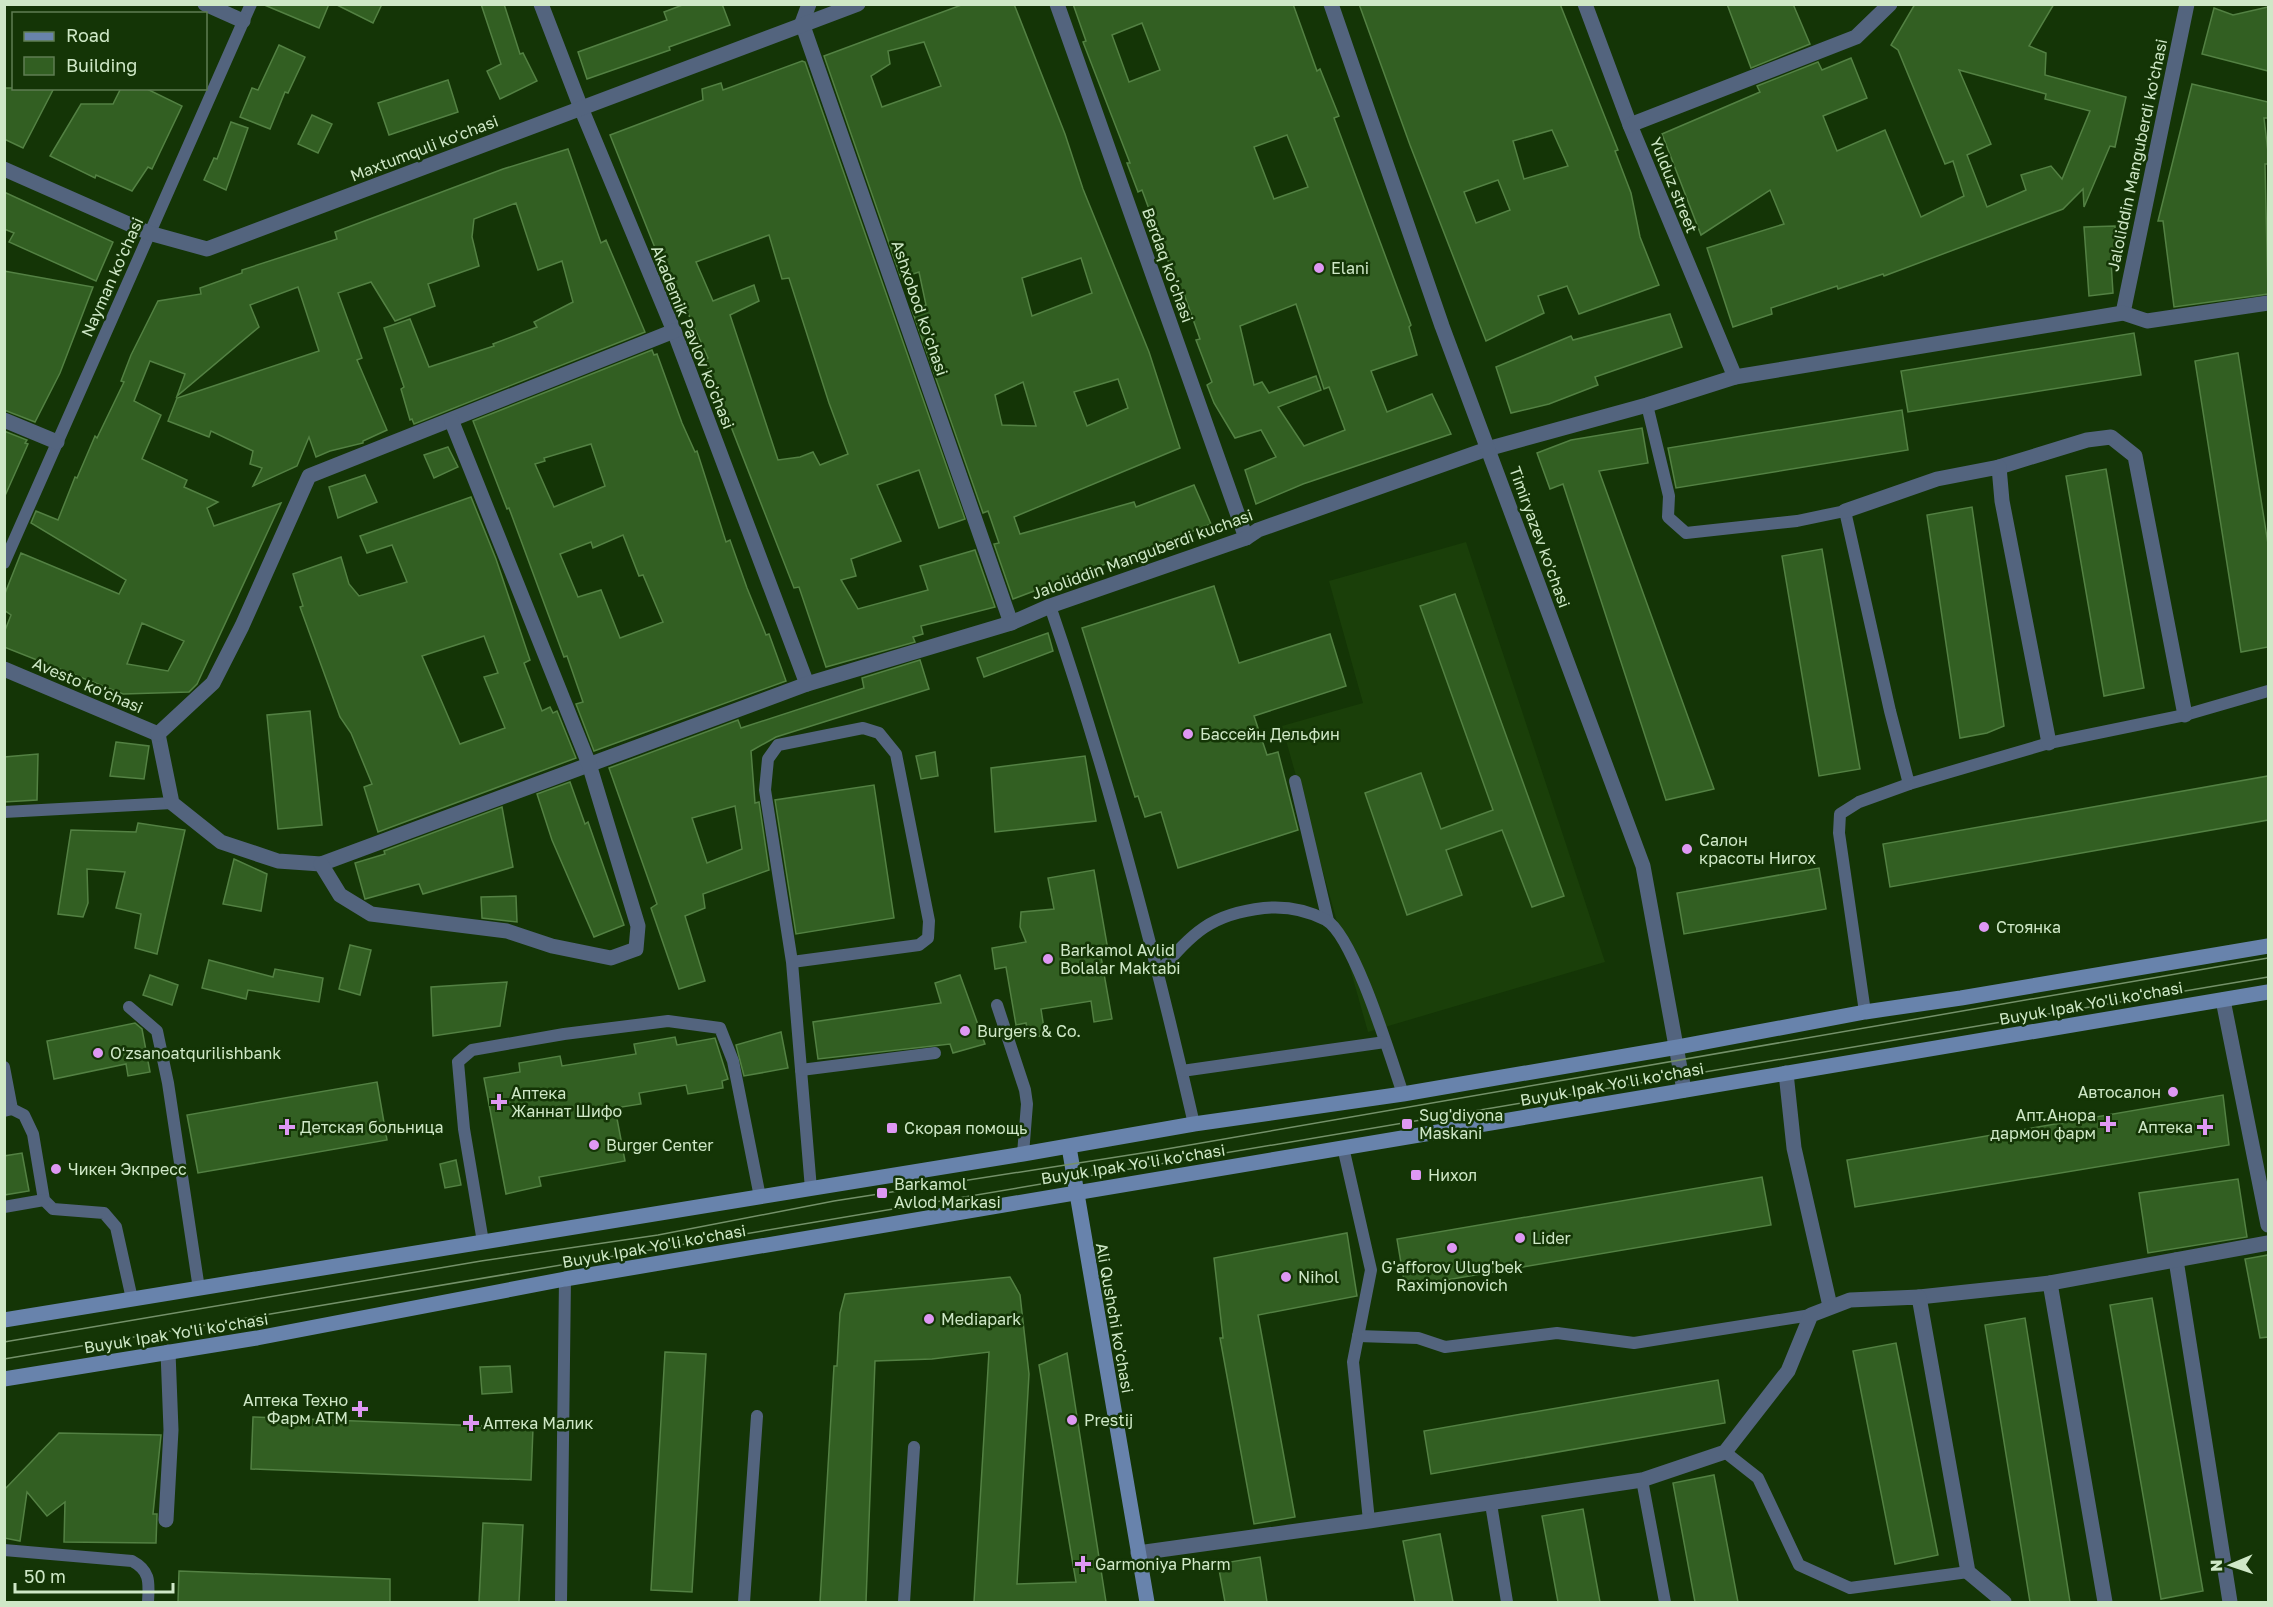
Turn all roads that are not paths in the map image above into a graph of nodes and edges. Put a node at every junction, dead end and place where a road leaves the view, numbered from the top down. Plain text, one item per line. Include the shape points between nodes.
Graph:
1 (205, 4) edge
2 (251, 4) edge
3 (541, 4) edge
4 (809, 4) edge
5 (858, 4) edge
6 (1057, 4) edge
7 (1331, 4) edge
8 (1585, 4) edge
9 (1890, 4) edge
10 (2187, 4) edge
11 (243, 21) junction
12 (802, 23) junction
13 (581, 108) junction
14 (1630, 125) junction
15 (4, 169) edge
16 (149, 233) junction
17 (2268, 303) edge
18 (2122, 313) junction
19 (674, 331) junction
20 (1735, 377) junction
21 (1647, 405) junction
22 (4, 420) edge
23 (452, 422) junction
24 (57, 442) junction
25 (1487, 449) junction
26 (1999, 467) junction
27 (1845, 511) junction
28 (1246, 538) junction
29 (4, 563) edge
30 (1050, 606) junction
31 (1011, 623) junction
32 (4, 669) edge
33 (807, 684) junction
34 (2268, 691) edge
35 (2185, 715) junction
36 (158, 734) junction
37 (2049, 743) junction
38 (589, 764) junction
39 (1295, 781) dead end
40 (1909, 784) junction
41 (172, 803) junction
42 (4, 812) edge
43 (321, 864) junction
44 (1328, 921) junction
45 (2268, 946) edge
46 (792, 962) junction
47 (1159, 972) junction
48 (2268, 992) edge
49 (2223, 999) junction
50 (997, 1005) dead end
51 (129, 1007) dead end
52 (1865, 1012) junction
53 (1384, 1042) junction
54 (1678, 1047) junction
55 (935, 1053) dead end
56 (4, 1067) edge
57 (801, 1070) junction
58 (1182, 1071) junction
59 (1786, 1073) junction
60 (1684, 1090) junction
61 (1403, 1094) junction
62 (8, 1110) edge
63 (1194, 1124) junction
64 (1069, 1146) junction
65 (1343, 1147) junction
66 (1023, 1154) junction
67 (811, 1189) junction
68 (1074, 1192) junction
69 (760, 1197) junction
70 (44, 1200) junction
71 (4, 1207) edge
72 (2268, 1225) edge
73 (483, 1242) junction
74 (2268, 1243) edge
75 (2176, 1260) junction
76 (565, 1279) junction
77 (2050, 1283) junction
78 (199, 1289) junction
79 (1919, 1297) junction
80 (132, 1299) junction
81 (1830, 1306) junction
82 (1811, 1316) junction
83 (4, 1320) edge
84 (1358, 1336) junction
85 (168, 1352) junction
86 (4, 1379) edge
87 (757, 1416) dead end
88 (914, 1447) dead end
89 (1725, 1452) junction
90 (1642, 1480) junction
91 (1491, 1504) junction
92 (166, 1520) dead end
93 (1369, 1521) junction
94 (4, 1550) edge
95 (1138, 1553) junction
96 (1968, 1572) junction
97 (148, 1602) edge
98 (561, 1602) edge
99 (744, 1602) edge
100 (904, 1602) edge
101 (1147, 1602) edge
102 (1507, 1602) edge
103 (1665, 1602) edge
104 (2004, 1602) edge
105 (2105, 1602) edge
106 (2230, 1602) edge

1 - 11 street
2 - 11 lane, Nayman ko'chasi
3 - 13 street, Akademik Pavlov ko'chasi
4 - 12 street
5 - 12 street, Maxtumquli ko'chasi
6 - 28 street, Berdaq ko'chasi
7 - 25 street, Timiryazev ko'chasi via 1368,119
8 - 14 street, Yulduz street
9 - 14 street via 1856,37
10 - 18 street, Jaloliddin Manguberdi ko'chasi
11 - 16 lane, Nayman ko'chasi
12 - 13 street, Maxtumquli ko'chasi
12 - 31 street, Ashxobod ko'chasi
13 - 16 street, Maxtumquli ko'chasi via 207,249
13 - 19 street, Akademik Pavlov ko'chasi
14 - 20 street, Yulduz street
15 - 16 street, Maxtumquli ko'chasi
16 - 24 lane, Nayman ko'chasi
17 - 18 street via 2147,321
18 - 20 street, Jaloliddin Manguberdi kuchasi
19 - 23 street
19 - 33 street, Akademik Pavlov ko'chasi
20 - 21 street, Jaloliddin Manguberdi kuchasi
21 - 25 street, Jaloliddin Manguberdi kuchasi
21 - 27 lane via 1669,496 1668,517 1686,533 1797,521
22 - 24 street
23 - 36 street via 309,476 213,683
23 - 38 street
24 - 29 lane, Nayman ko'chasi
25 - 28 street, Jaloliddin Manguberdi kuchasi via 1258,530
25 - 54 street, Timiryazev ko'chasi via 1643,866
26 - 27 street via 1937,479
26 - 35 street via 2087,440 2111,437 2134,456
26 - 37 street via 2002,501
27 - 40 lane
28 - 30 street, Jaloliddin Manguberdi kuchasi
30 - 31 street, Jaloliddin Manguberdi kuchasi
30 - 47 lane via 1076,680
31 - 33 street, Jaloliddin Manguberdi kuchasi
32 - 36 street, Avesto ko'chasi
33 - 38 street, Jaloliddin Manguberdi kuchasi
34 - 35 lane
35 - 37 lane
36 - 41 street
37 - 40 lane
38 - 43 street, Jaloliddin Manguberdi kuchasi
38 - 43 street via 638,926 636,949 611,957 552,946 507,931 372,914 340,895
39 - 44 lane
40 - 52 lane via 1859,802 1840,814 1839,834
41 - 42 lane
41 - 43 street via 221,842 278,861
44 - 47 lane via 1285,906 1222,916 1189,937
44 - 53 lane via 1356,962
45 - 52 main road, Buyuk Ipak Yo'li ko'chasi
46 - 46 lane via 765,790 768,759 778,745 863,728 879,734 896,754 929,921 928,938 919,945
46 - 57 lane
47 - 58 lane
48 - 49 main road, Buyuk Ipak Yo'li ko'chasi
49 - 59 main road, Buyuk Ipak Yo'li ko'chasi
49 - 72 street
50 - 66 lane via 1025,1090
51 - 78 lane via 157,1031
52 - 54 main road, Buyuk Ipak Yo'li ko'chasi
53 - 58 lane
53 - 61 lane
54 - 60 street, Timiryazev ko'chasi
54 - 61 main road, Buyuk Ipak Yo'li ko'chasi
55 - 57 lane
56 - 62 lane
57 - 67 lane
58 - 63 lane
59 - 60 main road, Buyuk Ipak Yo'li ko'chasi
59 - 81 street via 1794,1148
60 - 65 main road, Buyuk Ipak Yo'li ko'chasi
61 - 63 main road, Buyuk Ipak Yo'li ko'chasi
62 - 70 lane via 24,1114 33,1134
63 - 64 main road, Buyuk Ipak Yo'li ko'chasi
64 - 66 main road, Buyuk Ipak Yo'li ko'chasi
64 - 68 main road, Ali Qushchi ko'chasi
65 - 68 main road, Buyuk Ipak Yo'li ko'chasi
65 - 84 lane via 1371,1270
66 - 67 main road, Buyuk Ipak Yo'li ko'chasi
67 - 69 main road, Buyuk Ipak Yo'li ko'chasi
68 - 76 main road, Buyuk Ipak Yo'li ko'chasi
68 - 95 main road, Ali Qushchi ko'chasi
69 - 73 main road, Buyuk Ipak Yo'li ko'chasi
69 - 73 lane via 733,1061 720,1028 668,1021 564,1034 472,1050 458,1062 464,1129
70 - 71 lane
70 - 80 lane via 53,1209 104,1213 116,1227
73 - 78 main road, Buyuk Ipak Yo'li ko'chasi
74 - 75 street
75 - 77 street
75 - 106 street
76 - 85 main road, Buyuk Ipak Yo'li ko'chasi
76 - 98 lane
77 - 79 street
77 - 105 street
78 - 80 main road, Buyuk Ipak Yo'li ko'chasi
79 - 81 street via 1850,1300
79 - 96 street
80 - 83 main road, Buyuk Ipak Yo'li ko'chasi
81 - 82 street
82 - 84 lane via 1634,1343 1557,1333 1445,1347 1418,1338
82 - 89 street via 1788,1371
84 - 93 lane via 1353,1362
85 - 86 main road, Buyuk Ipak Yo'li ko'chasi
85 - 92 street via 171,1430
87 - 99 lane
88 - 100 lane
89 - 90 street
89 - 96 lane via 1758,1478 1799,1565 1850,1588
90 - 91 street
90 - 103 lane
91 - 93 street
91 - 102 lane
93 - 95 street
94 - 97 lane via 132,1561 144,1567 149,1578
95 - 101 main road, Ali Qushchi ko'chasi
96 - 104 street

★ ★ ★ ★

PROMPT
Scanning the data above, copy out every line where "Maxtumquli" is found.

PROBLEM SOLUTION
5 - 12 street, Maxtumquli ko'chasi
12 - 13 street, Maxtumquli ko'chasi
13 - 16 street, Maxtumquli ko'chasi via 207,249
15 - 16 street, Maxtumquli ko'chasi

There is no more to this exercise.